Task item: From the entries below, return only the lines starting at the one that contains "pinky pip: (769, 322)" and ending at the one that contains "thumb tip: (261, 212)", exactly as they stand.

Pixel coordinate listings:

══════════

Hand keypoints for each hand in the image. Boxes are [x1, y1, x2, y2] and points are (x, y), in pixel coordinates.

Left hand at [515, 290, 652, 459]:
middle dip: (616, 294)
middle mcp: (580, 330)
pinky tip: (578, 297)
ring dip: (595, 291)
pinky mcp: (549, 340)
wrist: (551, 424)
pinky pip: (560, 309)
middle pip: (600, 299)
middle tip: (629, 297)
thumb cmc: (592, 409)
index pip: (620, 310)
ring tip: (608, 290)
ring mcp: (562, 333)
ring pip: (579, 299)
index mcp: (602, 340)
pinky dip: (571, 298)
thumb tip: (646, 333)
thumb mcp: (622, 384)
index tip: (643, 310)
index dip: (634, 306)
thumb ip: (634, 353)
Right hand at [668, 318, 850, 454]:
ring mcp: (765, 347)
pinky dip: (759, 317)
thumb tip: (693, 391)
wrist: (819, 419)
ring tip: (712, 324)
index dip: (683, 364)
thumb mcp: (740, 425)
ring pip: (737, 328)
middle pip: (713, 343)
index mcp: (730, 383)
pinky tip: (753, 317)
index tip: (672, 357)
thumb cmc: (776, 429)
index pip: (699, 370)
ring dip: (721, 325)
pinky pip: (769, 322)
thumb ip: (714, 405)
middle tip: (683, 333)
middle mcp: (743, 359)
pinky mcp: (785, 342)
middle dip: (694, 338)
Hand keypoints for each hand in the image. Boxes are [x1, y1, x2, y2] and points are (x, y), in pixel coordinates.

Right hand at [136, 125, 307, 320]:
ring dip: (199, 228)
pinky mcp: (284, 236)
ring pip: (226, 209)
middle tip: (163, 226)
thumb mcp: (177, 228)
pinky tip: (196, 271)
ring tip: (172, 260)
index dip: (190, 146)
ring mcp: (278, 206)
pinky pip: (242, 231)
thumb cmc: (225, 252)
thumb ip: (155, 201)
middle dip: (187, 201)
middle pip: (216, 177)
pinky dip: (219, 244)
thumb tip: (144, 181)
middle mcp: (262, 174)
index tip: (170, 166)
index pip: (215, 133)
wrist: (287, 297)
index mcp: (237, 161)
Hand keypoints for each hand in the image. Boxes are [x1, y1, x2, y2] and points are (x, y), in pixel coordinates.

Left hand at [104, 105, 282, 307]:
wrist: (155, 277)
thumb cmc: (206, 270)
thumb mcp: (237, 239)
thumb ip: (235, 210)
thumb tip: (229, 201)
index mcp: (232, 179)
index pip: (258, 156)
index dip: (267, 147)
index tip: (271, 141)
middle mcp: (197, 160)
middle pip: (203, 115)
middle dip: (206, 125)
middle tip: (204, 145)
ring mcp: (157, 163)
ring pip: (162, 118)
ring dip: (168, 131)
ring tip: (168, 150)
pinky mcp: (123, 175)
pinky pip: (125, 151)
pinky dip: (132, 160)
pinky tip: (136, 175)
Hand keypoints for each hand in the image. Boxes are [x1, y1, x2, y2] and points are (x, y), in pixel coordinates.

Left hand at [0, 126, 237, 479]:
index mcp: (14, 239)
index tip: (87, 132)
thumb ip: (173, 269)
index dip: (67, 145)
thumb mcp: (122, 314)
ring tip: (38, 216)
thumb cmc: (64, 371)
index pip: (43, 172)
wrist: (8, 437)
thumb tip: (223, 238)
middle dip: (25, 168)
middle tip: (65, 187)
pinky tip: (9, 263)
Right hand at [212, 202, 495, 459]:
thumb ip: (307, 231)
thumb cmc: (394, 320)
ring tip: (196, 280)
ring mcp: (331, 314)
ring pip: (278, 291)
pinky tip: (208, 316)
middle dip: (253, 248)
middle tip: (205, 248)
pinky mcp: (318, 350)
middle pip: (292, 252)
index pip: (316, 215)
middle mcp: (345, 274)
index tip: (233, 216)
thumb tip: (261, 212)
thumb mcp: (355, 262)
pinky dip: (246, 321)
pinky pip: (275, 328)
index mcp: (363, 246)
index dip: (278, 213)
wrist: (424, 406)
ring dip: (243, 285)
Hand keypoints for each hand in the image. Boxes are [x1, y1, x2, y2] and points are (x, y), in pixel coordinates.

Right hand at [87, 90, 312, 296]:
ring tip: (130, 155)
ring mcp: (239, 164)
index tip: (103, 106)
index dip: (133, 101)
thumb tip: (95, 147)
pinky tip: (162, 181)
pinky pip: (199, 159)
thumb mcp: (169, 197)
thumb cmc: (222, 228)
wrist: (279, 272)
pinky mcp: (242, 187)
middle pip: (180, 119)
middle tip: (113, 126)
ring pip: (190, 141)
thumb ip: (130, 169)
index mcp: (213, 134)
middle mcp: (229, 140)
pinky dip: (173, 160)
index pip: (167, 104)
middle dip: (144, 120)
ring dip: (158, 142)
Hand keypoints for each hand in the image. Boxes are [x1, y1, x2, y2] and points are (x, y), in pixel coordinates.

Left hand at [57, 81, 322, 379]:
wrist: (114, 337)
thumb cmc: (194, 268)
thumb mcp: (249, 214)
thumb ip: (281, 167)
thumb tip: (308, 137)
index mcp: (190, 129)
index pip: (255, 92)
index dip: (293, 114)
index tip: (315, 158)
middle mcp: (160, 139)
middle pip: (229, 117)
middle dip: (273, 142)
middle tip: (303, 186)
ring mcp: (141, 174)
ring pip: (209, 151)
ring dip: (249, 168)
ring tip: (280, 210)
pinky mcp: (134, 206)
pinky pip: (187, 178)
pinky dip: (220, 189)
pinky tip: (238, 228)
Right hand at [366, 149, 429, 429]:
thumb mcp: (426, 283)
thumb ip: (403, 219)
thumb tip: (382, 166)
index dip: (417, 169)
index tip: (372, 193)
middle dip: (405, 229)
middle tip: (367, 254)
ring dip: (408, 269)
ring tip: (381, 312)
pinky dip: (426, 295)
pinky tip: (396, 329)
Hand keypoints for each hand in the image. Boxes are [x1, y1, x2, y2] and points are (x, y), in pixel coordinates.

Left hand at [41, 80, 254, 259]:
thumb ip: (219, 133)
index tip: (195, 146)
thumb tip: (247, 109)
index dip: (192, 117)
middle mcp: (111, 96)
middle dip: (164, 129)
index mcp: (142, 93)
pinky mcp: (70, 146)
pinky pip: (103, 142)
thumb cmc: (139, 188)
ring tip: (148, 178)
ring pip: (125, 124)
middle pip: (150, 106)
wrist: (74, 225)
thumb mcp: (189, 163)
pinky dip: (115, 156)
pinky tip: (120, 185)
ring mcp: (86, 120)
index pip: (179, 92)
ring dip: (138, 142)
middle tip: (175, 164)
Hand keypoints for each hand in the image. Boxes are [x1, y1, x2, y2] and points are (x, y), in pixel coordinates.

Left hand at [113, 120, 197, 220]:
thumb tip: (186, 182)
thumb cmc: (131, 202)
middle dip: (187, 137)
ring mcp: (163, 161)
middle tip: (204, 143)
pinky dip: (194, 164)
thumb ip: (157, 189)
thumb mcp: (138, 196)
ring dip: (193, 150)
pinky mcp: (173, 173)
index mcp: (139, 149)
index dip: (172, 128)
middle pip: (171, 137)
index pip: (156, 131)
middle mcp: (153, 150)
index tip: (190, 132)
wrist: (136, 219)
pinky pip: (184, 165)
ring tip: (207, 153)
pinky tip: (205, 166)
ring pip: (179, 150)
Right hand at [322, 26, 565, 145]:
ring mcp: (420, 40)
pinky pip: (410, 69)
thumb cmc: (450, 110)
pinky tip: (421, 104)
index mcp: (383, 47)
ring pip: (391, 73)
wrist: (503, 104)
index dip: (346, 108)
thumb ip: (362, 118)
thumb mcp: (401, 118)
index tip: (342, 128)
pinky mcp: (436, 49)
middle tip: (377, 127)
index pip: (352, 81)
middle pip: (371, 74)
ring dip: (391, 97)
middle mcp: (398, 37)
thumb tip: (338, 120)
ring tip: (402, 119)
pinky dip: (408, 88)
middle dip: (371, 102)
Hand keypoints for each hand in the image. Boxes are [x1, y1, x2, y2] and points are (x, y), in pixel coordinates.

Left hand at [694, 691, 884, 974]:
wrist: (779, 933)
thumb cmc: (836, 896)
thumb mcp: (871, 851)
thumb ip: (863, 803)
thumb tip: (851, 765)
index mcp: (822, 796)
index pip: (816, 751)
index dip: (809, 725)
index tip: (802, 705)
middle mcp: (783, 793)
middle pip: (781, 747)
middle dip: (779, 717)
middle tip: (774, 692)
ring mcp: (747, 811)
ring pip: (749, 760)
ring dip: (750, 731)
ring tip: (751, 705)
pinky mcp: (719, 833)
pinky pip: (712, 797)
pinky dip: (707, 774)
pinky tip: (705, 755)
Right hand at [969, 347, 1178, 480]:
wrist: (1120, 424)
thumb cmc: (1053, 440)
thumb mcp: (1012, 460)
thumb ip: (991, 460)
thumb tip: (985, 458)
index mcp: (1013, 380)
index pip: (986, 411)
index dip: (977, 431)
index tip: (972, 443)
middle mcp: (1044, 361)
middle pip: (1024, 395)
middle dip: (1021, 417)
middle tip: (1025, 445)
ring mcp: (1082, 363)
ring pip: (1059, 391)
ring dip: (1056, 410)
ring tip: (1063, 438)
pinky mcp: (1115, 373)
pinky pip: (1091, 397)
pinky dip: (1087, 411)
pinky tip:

══════════

Response to the task:
pinky pip: (769, 322)
thumb ip: (714, 405)
middle tip: (683, 333)
middle mcp: (743, 359)
pinky mcp: (785, 342)
middle dip: (694, 338)
Hand keypoints for each hand in the image. Boxes are [x1, y1, x2, y2] and points are (x, y), in pixel coordinates.

Right hand at [136, 125, 307, 320]:
ring dip: (199, 228)
pinky mcp: (284, 236)
ring pip: (226, 209)
middle tip: (163, 226)
thumb mcp: (177, 228)
pinky tip: (196, 271)
ring tip: (172, 260)
index dip: (190, 146)
ring mcp: (278, 206)
pinky pip: (242, 231)
thumb cmc: (225, 252)
thumb ip: (155, 201)
middle dip: (187, 201)
middle pip: (216, 177)
pinky dip: (219, 244)
thumb tip: (144, 181)
middle mcp: (262, 174)
index tip: (170, 166)
index pip: (215, 133)
wrist: (287, 297)
index mcp: (237, 161)
Hand keypoints for each hand in the image. Boxes are [x1, y1, x2, y2] and points are (x, y), in pixel coordinates.

Left hand at [104, 105, 282, 307]:
wrist: (155, 277)
thumb cmc: (206, 270)
thumb mcp: (237, 239)
thumb ip: (235, 210)
thumb tip: (229, 201)
index mcp: (232, 179)
index pip: (258, 156)
index dip: (267, 147)
index tip: (271, 141)
middle mcp: (197, 160)
middle pip: (203, 115)
middle dip: (206, 125)
middle tip: (204, 145)
ring mcp: (157, 163)
ring pip: (162, 118)
ring dip: (168, 131)
ring tip: (168, 150)
pinky mcp: (123, 175)
pinky pip: (125, 151)
pinky dip: (132, 160)
pinky tip: (136, 175)
Hand keypoints for each hand in the image. Boxes are [x1, y1, x2, y2] and points are (x, y), in pixel coordinates.

Left hand at [0, 126, 237, 479]:
index mcp: (14, 239)
index tip: (87, 132)
thumb ip: (173, 269)
index dip: (67, 145)
thumb mcp: (122, 314)
ring tip: (38, 216)
thumb cmc: (64, 371)
index pip: (43, 172)
wrist: (8, 437)
thumb tip: (223, 238)
middle dip: (25, 168)
middle tip: (65, 187)
pinky tip: (9, 263)
Right hand at [212, 202, 495, 459]:
thumb ip: (307, 231)
thumb cmc: (394, 320)
ring tip: (196, 280)
ring mcp: (331, 314)
ring pip: (278, 291)
pinky tip: (208, 316)
middle dip: (253, 248)
middle tip: (205, 248)
pinky mcp: (318, 350)
middle pip: (292, 252)
index pip: (316, 215)
middle mcp: (345, 274)
index tip: (233, 216)
thumb tip: (261, 212)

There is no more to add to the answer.